All the men we interviewed in this generation became the sole or main providers for their families, and none were divorced. In some cases their wives took part-time jobs—always adjusted to the needs of the families—but this is not an elaborated topic of discussion in the interviews. A few men acknowledge that it did help with the family’s economy, but they stress her contribution within the family much more. The men were prepared to work hard as providers to enable their wives to stay at home, and in this process of refining gender complementarity, women’s work was transformed into care and service. Knut gives this depiction of his own family life:
Well, we got up in the morning, she got up with me. She made my work lunch.
I went to work, and when I came home, what was the first thing I did? Sniff, sniff, what is for dinner today? Because that was exciting. I didn’t know, because she was the one who did all that. (Knut, b. 1925)
He also stresses the emotional services in form of the soothing effects his wife has on his own more aggressive temper:
Oh yes, I can be a hothead and get it out. But then I have someone who has such a soothing effect on me that she calms me down pretty fast. She is my exact opposite, you see, because she is calm. She steadies me if I feel some kind of injustice. Then she manages to quiet me down.
Given the clear identification with their own fathers, it is not surprising that it never occurs to the men that it was an option not to work outside the family. But the accentuation of gender division in the family itself gave the men a strong work identity. In spite of being retired at the time of the interview, they talked extensively about the places where they had worked, how rarely they were absent from work and how well they did:
‘ Yes, I put my job above everything else’, says the working-class man Anton. But this dedication to their work also meant that they did not have much time to spend at home, either to do household work or to spend time with their children. As the Norwegian gender researcher Jorgen Lorentzen has argued, this was a period where the father’s importance to the family was strengthened, at the same time as his importance in the family was weakened (Lorentzen 2012: 83). Most of the men express gratitude to and admiration for their wives’ contributions to the household, including their proficiency as child carers and child rearers. Einar says:
We had three children and it went really well, she was very capable. She was a very clever girl. And there was no flippancy, she was quite grown-up, I must say. Very responsible and such a wonderful mother. I never had to think about the kids. I could work and so on. Never needed to worry ... Could trust her one hundred per cent. She took care of the kids ... Food and shelter and always well kept. And she didn’t have a job outside the house. I wanted her to be home with the kids. (Einar, b. 1923)
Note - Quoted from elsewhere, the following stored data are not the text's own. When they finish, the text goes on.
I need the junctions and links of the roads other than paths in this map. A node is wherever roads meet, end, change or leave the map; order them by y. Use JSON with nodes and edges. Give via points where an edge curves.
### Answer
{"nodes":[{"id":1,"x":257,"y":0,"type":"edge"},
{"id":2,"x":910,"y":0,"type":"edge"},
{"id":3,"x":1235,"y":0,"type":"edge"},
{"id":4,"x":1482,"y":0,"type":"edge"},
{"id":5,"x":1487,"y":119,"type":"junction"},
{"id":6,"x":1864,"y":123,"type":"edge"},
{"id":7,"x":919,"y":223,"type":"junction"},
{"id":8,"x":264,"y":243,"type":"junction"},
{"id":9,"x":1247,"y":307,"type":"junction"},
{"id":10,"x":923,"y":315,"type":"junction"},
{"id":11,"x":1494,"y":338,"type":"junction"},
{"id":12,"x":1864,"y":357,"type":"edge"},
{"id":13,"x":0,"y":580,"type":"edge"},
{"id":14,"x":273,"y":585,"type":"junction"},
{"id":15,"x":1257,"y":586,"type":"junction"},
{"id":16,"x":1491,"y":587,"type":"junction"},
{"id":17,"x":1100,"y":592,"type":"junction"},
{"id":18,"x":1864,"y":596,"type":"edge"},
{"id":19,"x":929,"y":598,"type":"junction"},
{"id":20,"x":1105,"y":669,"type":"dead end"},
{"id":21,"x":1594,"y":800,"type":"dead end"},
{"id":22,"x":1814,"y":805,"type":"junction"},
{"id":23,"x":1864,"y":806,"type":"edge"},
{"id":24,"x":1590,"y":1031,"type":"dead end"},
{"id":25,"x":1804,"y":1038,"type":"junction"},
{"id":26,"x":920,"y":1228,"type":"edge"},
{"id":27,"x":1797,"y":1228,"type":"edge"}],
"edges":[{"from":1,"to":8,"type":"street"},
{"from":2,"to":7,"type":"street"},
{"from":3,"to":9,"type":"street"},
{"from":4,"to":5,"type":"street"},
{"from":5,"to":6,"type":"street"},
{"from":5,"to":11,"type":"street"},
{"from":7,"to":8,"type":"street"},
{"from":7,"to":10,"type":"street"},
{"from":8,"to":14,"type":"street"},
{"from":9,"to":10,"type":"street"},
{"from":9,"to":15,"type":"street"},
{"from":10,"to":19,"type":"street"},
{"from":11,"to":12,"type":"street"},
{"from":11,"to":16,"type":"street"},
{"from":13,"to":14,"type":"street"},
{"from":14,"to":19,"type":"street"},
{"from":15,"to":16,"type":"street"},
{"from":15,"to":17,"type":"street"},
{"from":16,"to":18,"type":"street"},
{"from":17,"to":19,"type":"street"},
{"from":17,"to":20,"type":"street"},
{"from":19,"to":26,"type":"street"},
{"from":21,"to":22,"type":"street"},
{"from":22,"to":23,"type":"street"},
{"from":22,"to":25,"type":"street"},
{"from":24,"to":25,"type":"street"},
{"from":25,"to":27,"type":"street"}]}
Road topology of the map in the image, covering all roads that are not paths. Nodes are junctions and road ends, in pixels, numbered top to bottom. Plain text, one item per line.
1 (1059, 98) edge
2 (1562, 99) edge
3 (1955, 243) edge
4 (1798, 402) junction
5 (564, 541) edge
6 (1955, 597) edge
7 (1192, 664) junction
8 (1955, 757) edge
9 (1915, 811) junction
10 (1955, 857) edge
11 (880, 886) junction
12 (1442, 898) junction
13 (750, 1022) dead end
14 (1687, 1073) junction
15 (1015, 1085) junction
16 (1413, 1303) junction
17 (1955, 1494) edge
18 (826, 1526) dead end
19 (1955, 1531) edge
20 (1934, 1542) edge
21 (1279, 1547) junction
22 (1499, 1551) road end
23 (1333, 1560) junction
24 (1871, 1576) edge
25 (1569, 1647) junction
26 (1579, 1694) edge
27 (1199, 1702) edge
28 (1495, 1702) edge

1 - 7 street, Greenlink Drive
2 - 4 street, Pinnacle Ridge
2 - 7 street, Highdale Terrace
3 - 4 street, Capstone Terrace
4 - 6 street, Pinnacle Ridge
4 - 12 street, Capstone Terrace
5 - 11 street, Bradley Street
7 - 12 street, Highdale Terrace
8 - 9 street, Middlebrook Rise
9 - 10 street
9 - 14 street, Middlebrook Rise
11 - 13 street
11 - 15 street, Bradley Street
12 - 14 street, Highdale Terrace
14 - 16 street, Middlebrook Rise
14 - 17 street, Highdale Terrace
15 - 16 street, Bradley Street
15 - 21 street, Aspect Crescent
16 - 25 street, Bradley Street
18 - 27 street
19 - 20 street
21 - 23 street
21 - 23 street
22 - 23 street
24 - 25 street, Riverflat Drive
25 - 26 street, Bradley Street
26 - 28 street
However, Einar also worked hard to make ends meet. He worked long hours in his shop as a shoemaker to provide for his family, which was not easy since he was suffering from severe health issues following his war injury:
I managed. Had to go to work. I had dependants and had brought children into the world and one had a responsibility. A huge responsibility. Bringing children into the world, that’s an enormous responsibility. And you can’t give up. You just have to keep going. Even if it hurts a bit sometimes. You get so much joy from it too. You have the joy of coming home. And then it doesn’t hurt as much as it does when you leave in the morning. Then the children come home from school and then there is life and joy. (Einar, b. 1923)
Even if the provider/housewife arrangement seemed to have had the strongest supporters among the men in this generation, it would be wrong to interpret it only as a model privileging men, as has often been the case in feminist analyses of housework (Hartman 1981; Haavind 1982; Oakley 1990). However, the opposite view that men were ‘relegated’ and ‘displaced’ from the family in ‘the golden age of the housewife’ (Lorentzen 2012: 79ff.) make them too much into passive victims of the ideology of the time. From the perspective of the men themselves, especially those who stayed or became working class in the cities, providing for their families and letting their wives stay home was also a gift of love they wanted to give. And it was a way to prove oneself as a grown-up and responsible man. Many of the men convey indirectly the sacrifices this ideal gender order put on them as well, and the losses that came with it. Some of them regret and apologise at the time of the interview that they did not take enough part in their children’s lives, for instance, in their sons’ sports activities, but they basically accept that the consequence of the natural order of things was that the children had a closer relationship with their mothers. As fathers their role was to provide the money and to be the authority, while the mother should give the children love and care. But the price they paid—and were willing to pay—emerges in the striking contrast between the proud descriptions of their accomplishments at work and their replies when asked what have been the most important things in their lives. Einar describes having a family as the high point of his life, and in different versions we find the same feeling expressed by almost all the men of this generation:
Q: what has made you most happy in your life?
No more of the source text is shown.